Stored data
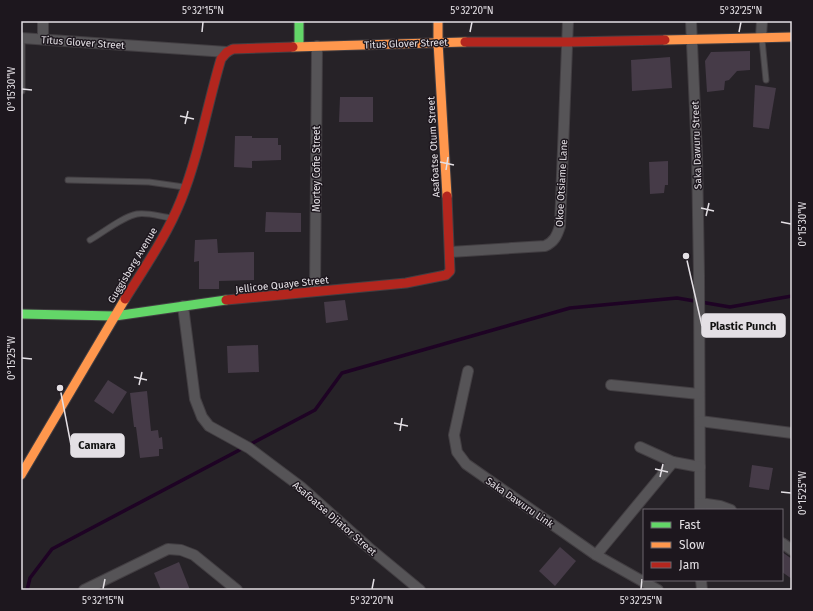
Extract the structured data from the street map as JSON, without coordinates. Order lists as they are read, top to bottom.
{
  "streets": {
    "street": [
      "Titus Glover Street",
      "Saka Dawuru Street",
      "Asafoatse Otum Street",
      "Mortey Cofie Street",
      "Okoe Otsiame Lane",
      "Guggisberg Avenue",
      "Jellicoe Quaye Street",
      "Saka Dawuru Link",
      "Asafoatse Djiator Street"
    ]
  },
  "crossings": [
    ["Titus Glover Street", "Saka Dawuru Street"],
    ["Titus Glover Street", "Asafoatse Otum Street"],
    ["Titus Glover Street", "Mortey Cofie Street"],
    ["Titus Glover Street", "Okoe Otsiame Lane"],
    ["Titus Glover Street", "Guggisberg Avenue"],
    ["Asafoatse Otum Street", "Okoe Otsiame Lane"],
    ["Asafoatse Otum Street", "Jellicoe Quaye Street"],
    ["Mortey Cofie Street", "Jellicoe Quaye Street"],
    ["Guggisberg Avenue", "Jellicoe Quaye Street"],
    ["Jellicoe Quaye Street", "Asafoatse Djiator Street"]
  ],
  "places": ["Plastic Punch", "Camara"],
  "legend": ["Fast", "Slow", "Jam"],
  "coordinates": [
    "5°32'15\"N",
    "5°32'20\"N",
    "5°32'25\"N",
    "0°15'30\"W",
    "0°15'25\"W"
  ]
}
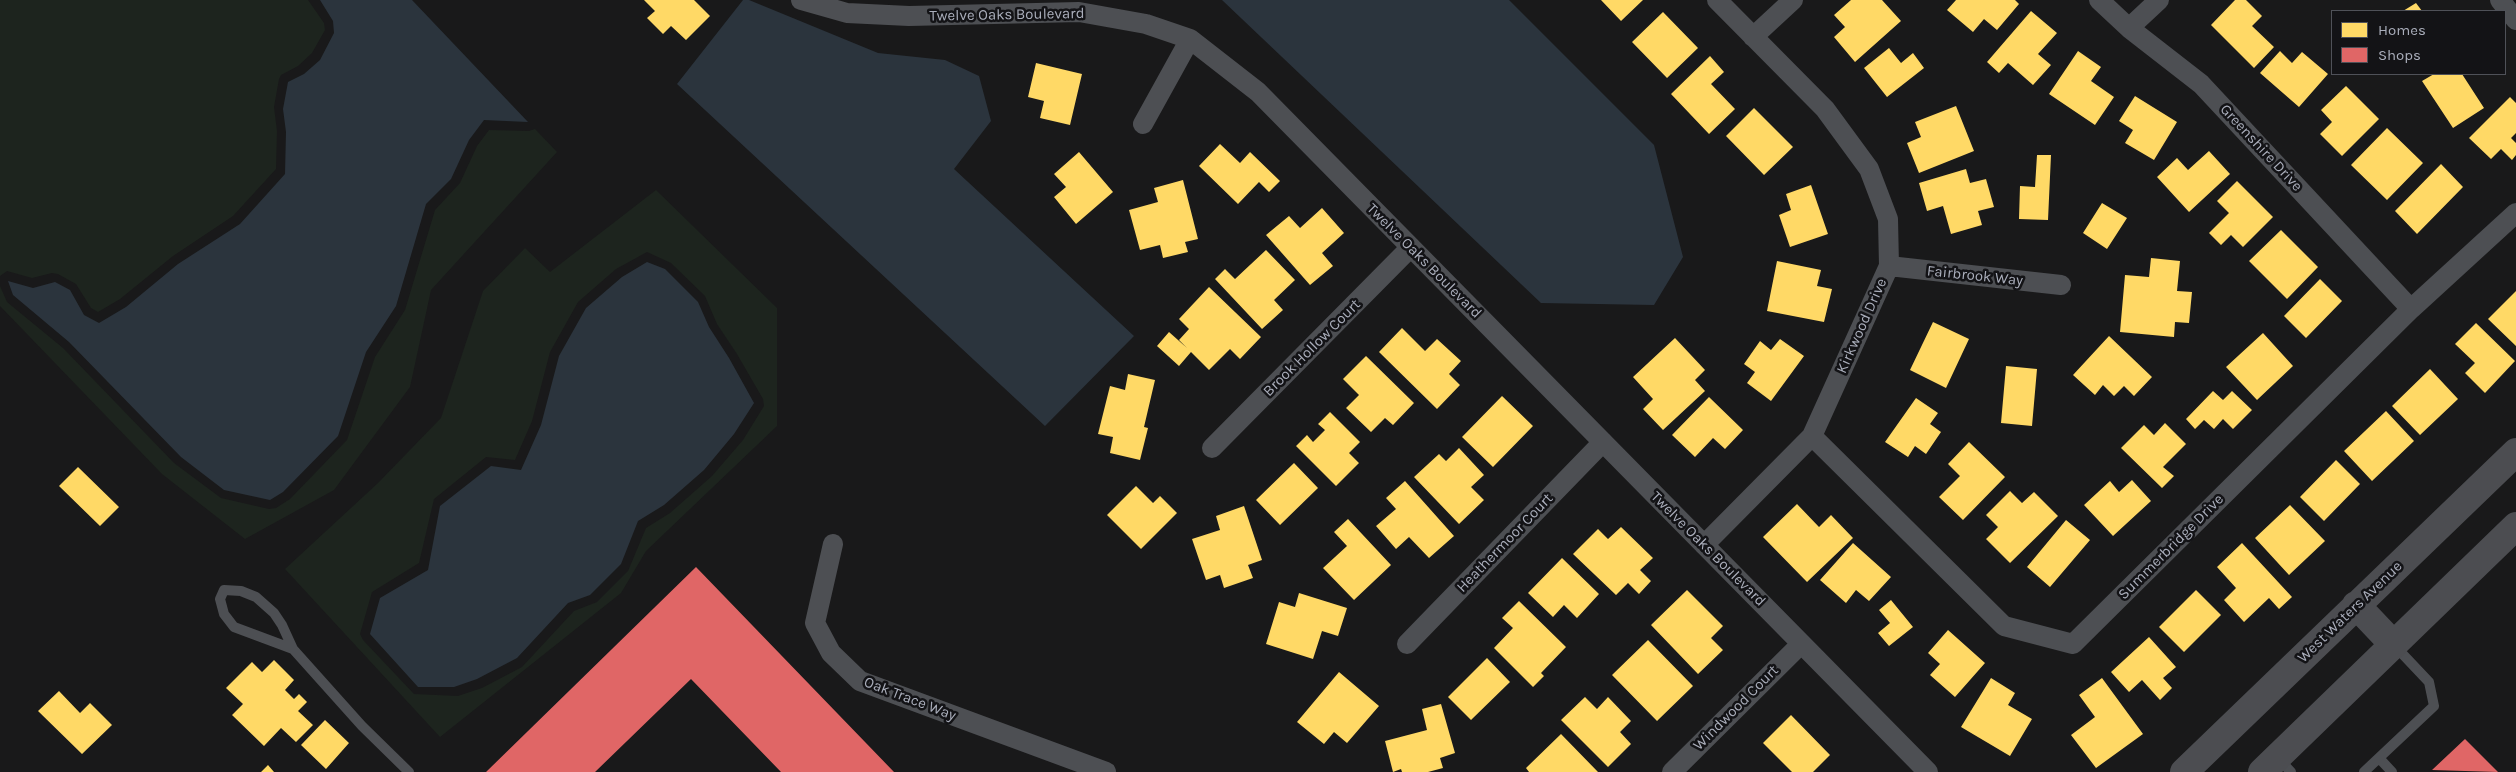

__PROBLEM__
Reproduce the data word for word; no pictures.

__ANSWER SECTION__
Extract the structured data from the street map as JSON, without coordinates. Order lists as they are read, top to bottom.
{
  "streets": {
    "street": [
      "Titus Glover Street",
      "Saka Dawuru Street",
      "Asafoatse Otum Street",
      "Mortey Cofie Street",
      "Okoe Otsiame Lane",
      "Guggisberg Avenue",
      "Jellicoe Quaye Street",
      "Saka Dawuru Link",
      "Asafoatse Djiator Street"
    ]
  },
  "crossings": [
    ["Titus Glover Street", "Saka Dawuru Street"],
    ["Titus Glover Street", "Asafoatse Otum Street"],
    ["Titus Glover Street", "Mortey Cofie Street"],
    ["Titus Glover Street", "Okoe Otsiame Lane"],
    ["Titus Glover Street", "Guggisberg Avenue"],
    ["Asafoatse Otum Street", "Okoe Otsiame Lane"],
    ["Asafoatse Otum Street", "Jellicoe Quaye Street"],
    ["Mortey Cofie Street", "Jellicoe Quaye Street"],
    ["Guggisberg Avenue", "Jellicoe Quaye Street"],
    ["Jellicoe Quaye Street", "Asafoatse Djiator Street"]
  ],
  "places": ["Plastic Punch", "Camara"],
  "legend": ["Fast", "Slow", "Jam"],
  "coordinates": [
    "5°32'15\"N",
    "5°32'20\"N",
    "5°32'25\"N",
    "0°15'30\"W",
    "0°15'25\"W"
  ]
}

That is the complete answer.